* [What is needed]
Go through the entries and transcribe each one exactly, dropping the pictures.
** Opening Source material block **
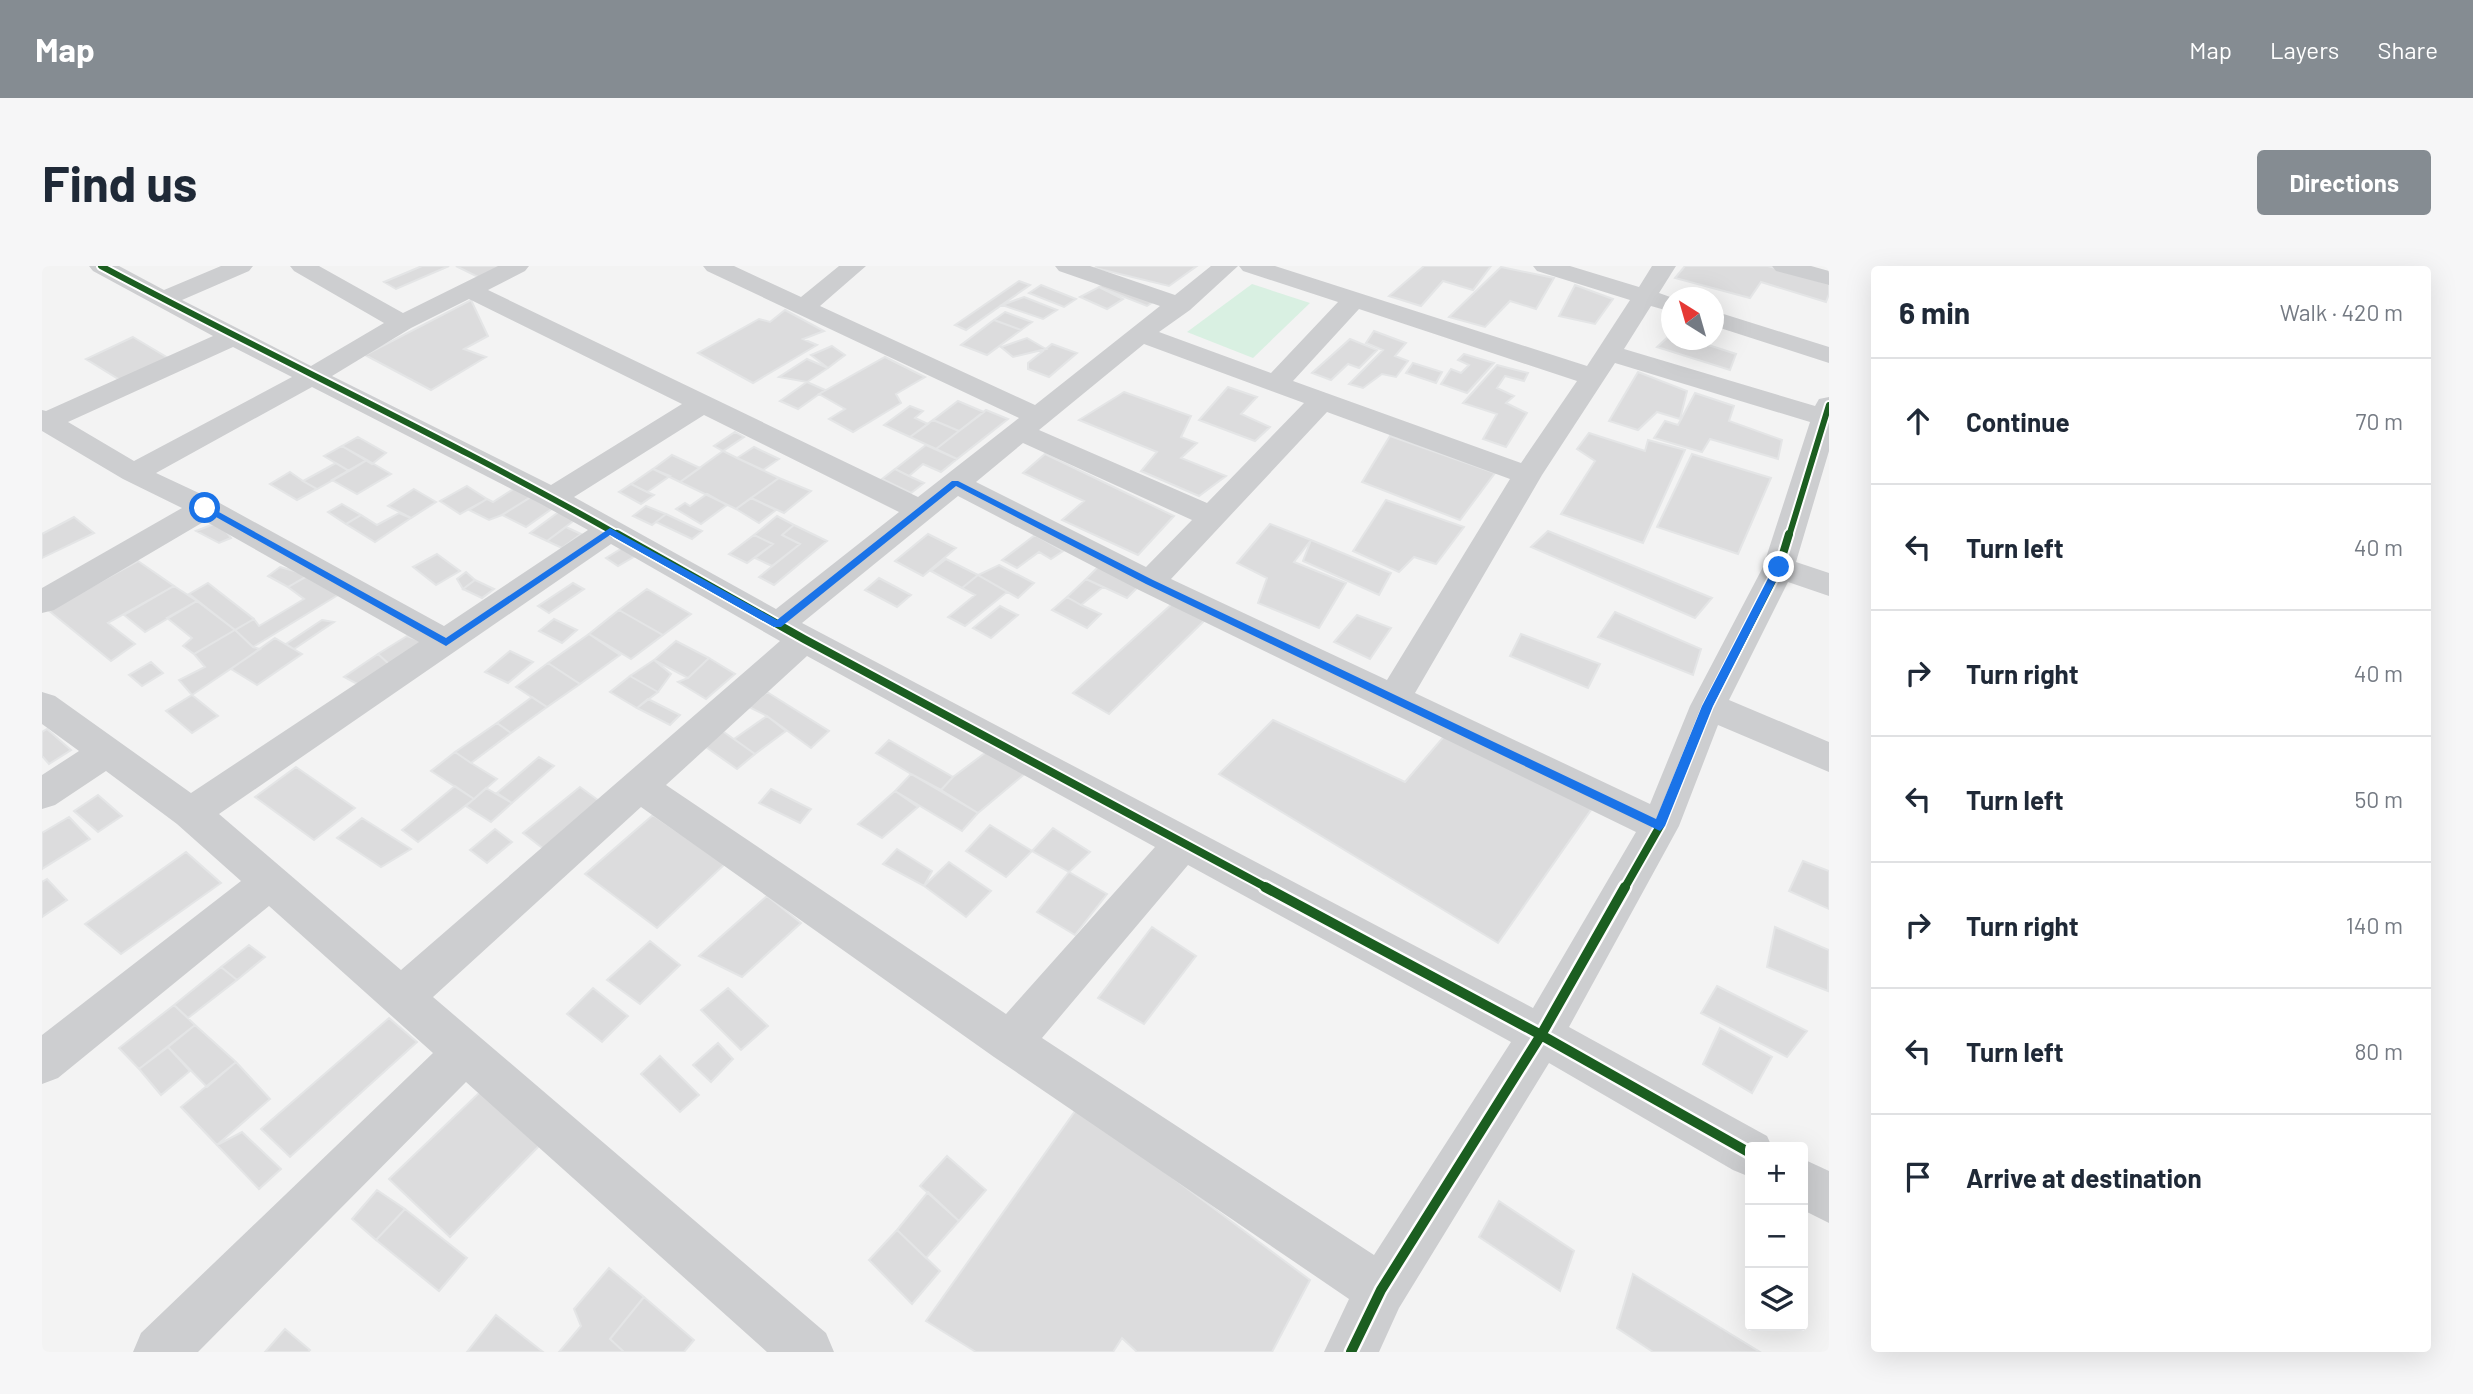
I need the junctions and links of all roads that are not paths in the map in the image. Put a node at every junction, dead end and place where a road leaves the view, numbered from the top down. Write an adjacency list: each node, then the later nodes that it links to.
1 (101, 266): 16 (street)
2 (241, 266): 16 (street)
3 (302, 266): 22 (street)
4 (517, 266): 14 (street)
5 (715, 266): 20 (street)
6 (854, 266): 20 (street)
7 (1067, 266): 19 (street)
8 (1226, 266): 19 (street)
9 (1251, 266): 17 (street)
10 (1545, 266): 15 (street)
11 (1664, 266): 15 (street)
12 (1784, 266): 13 (street)
13 (1829, 278)
14 (470, 290): 22 (street); 31 (street)
15 (1643, 296): 18 (street); 25 (street)
16 (163, 299): 24 (street)
17 (1354, 300): 28 (street); 29 (street)
18 (1661, 302)
19 (1181, 305): 23 (street)
20 (805, 306): 34 (street)
21 (1724, 322): 26 (street)
22 (402, 323): 27 (street)
23 (1142, 335): 29 (street); 34 (street)
24 (233, 337): 27 (street); 33 (street)
25 (1611, 353): 28 (street); 32 (street)
26 (1829, 355)
27 (311, 377): 36 (street); 39 (street)
28 (1593, 377): 37 (street)
29 (1275, 384): 30 (street)
30 (1322, 401): 37 (street); 42 (street)
31 (702, 404): 39 (street); 41 (street)
32 (1826, 411): 35 (street)
33 (44, 421): 36 (street)
34 (1030, 425): 38 (street); 42 (street)
35 (1821, 454): 44 (street)
36 (133, 473): 40 (street)
37 (1527, 475): 50 (street)
38 (955, 483): 41 (street); 45 (street)
39 (552, 497): 43 (street)
40 (205, 508): 47 (street); 49 (street)
41 (920, 510): 48 (street)
42 (1212, 517): 45 (street)
43 (610, 531): 48 (street); 49 (street)
44 (1779, 567): 46 (street); 52 (street)
45 (1150, 582): 50 (street)
46 (1829, 585)
47 (42, 602)
48 (791, 632): 55 (street); 59 (street)
49 (446, 642): 57 (street)
50 (1394, 699): 58 (street)
51 (42, 705): 53 (street)
52 (1708, 706): 54 (street); 58 (street)
53 (106, 752): 56 (street); 57 (street)
54 (1829, 758)
55 (640, 787): 61 (street); 63 (street)
56 (42, 794)
57 (191, 813): 60 (street)
58 (1660, 826): 62 (street)
59 (1183, 843): 62 (street); 63 (street)
60 (270, 882): 61 (street); 65 (street)
61 (402, 997): 64 (street)
62 (1541, 1035): 66 (street); 69 (street)
63 (1010, 1042): 69 (street)
64 (465, 1052): 70 (street); 72 (street)
65 (42, 1063)
66 (1745, 1150)
67 (1808, 1186): 68 (street)
68 (1829, 1198)
69 (1381, 1290): 71 (street)
70 (790, 1346)
71 (1357, 1350)
72 (160, 1352)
** Closing Source material block **
* [Your response]
I need the junctions and links of all roads that are not paths in the map in the image. Put a node at every junction, dead end and place where a road leaves the view, numbered from the top down. Write an adjacency list: each node, then the later nodes that it links to.
1 (101, 266): 16 (street)
2 (241, 266): 16 (street)
3 (302, 266): 22 (street)
4 (517, 266): 14 (street)
5 (715, 266): 20 (street)
6 (854, 266): 20 (street)
7 (1067, 266): 19 (street)
8 (1226, 266): 19 (street)
9 (1251, 266): 17 (street)
10 (1545, 266): 15 (street)
11 (1664, 266): 15 (street)
12 (1784, 266): 13 (street)
13 (1829, 278)
14 (470, 290): 22 (street); 31 (street)
15 (1643, 296): 18 (street); 25 (street)
16 (163, 299): 24 (street)
17 (1354, 300): 28 (street); 29 (street)
18 (1661, 302)
19 (1181, 305): 23 (street)
20 (805, 306): 34 (street)
21 (1724, 322): 26 (street)
22 (402, 323): 27 (street)
23 (1142, 335): 29 (street); 34 (street)
24 (233, 337): 27 (street); 33 (street)
25 (1611, 353): 28 (street); 32 (street)
26 (1829, 355)
27 (311, 377): 36 (street); 39 (street)
28 (1593, 377): 37 (street)
29 (1275, 384): 30 (street)
30 (1322, 401): 37 (street); 42 (street)
31 (702, 404): 39 (street); 41 (street)
32 (1826, 411): 35 (street)
33 (44, 421): 36 (street)
34 (1030, 425): 38 (street); 42 (street)
35 (1821, 454): 44 (street)
36 (133, 473): 40 (street)
37 (1527, 475): 50 (street)
38 (955, 483): 41 (street); 45 (street)
39 (552, 497): 43 (street)
40 (205, 508): 47 (street); 49 (street)
41 (920, 510): 48 (street)
42 (1212, 517): 45 (street)
43 (610, 531): 48 (street); 49 (street)
44 (1779, 567): 46 (street); 52 (street)
45 (1150, 582): 50 (street)
46 (1829, 585)
47 (42, 602)
48 (791, 632): 55 (street); 59 (street)
49 (446, 642): 57 (street)
50 (1394, 699): 58 (street)
51 (42, 705): 53 (street)
52 (1708, 706): 54 (street); 58 (street)
53 (106, 752): 56 (street); 57 (street)
54 (1829, 758)
55 (640, 787): 61 (street); 63 (street)
56 (42, 794)
57 (191, 813): 60 (street)
58 (1660, 826): 62 (street)
59 (1183, 843): 62 (street); 63 (street)
60 (270, 882): 61 (street); 65 (street)
61 (402, 997): 64 (street)
62 (1541, 1035): 66 (street); 69 (street)
63 (1010, 1042): 69 (street)
64 (465, 1052): 70 (street); 72 (street)
65 (42, 1063)
66 (1745, 1150)
67 (1808, 1186): 68 (street)
68 (1829, 1198)
69 (1381, 1290): 71 (street)
70 (790, 1346)
71 (1357, 1350)
72 (160, 1352)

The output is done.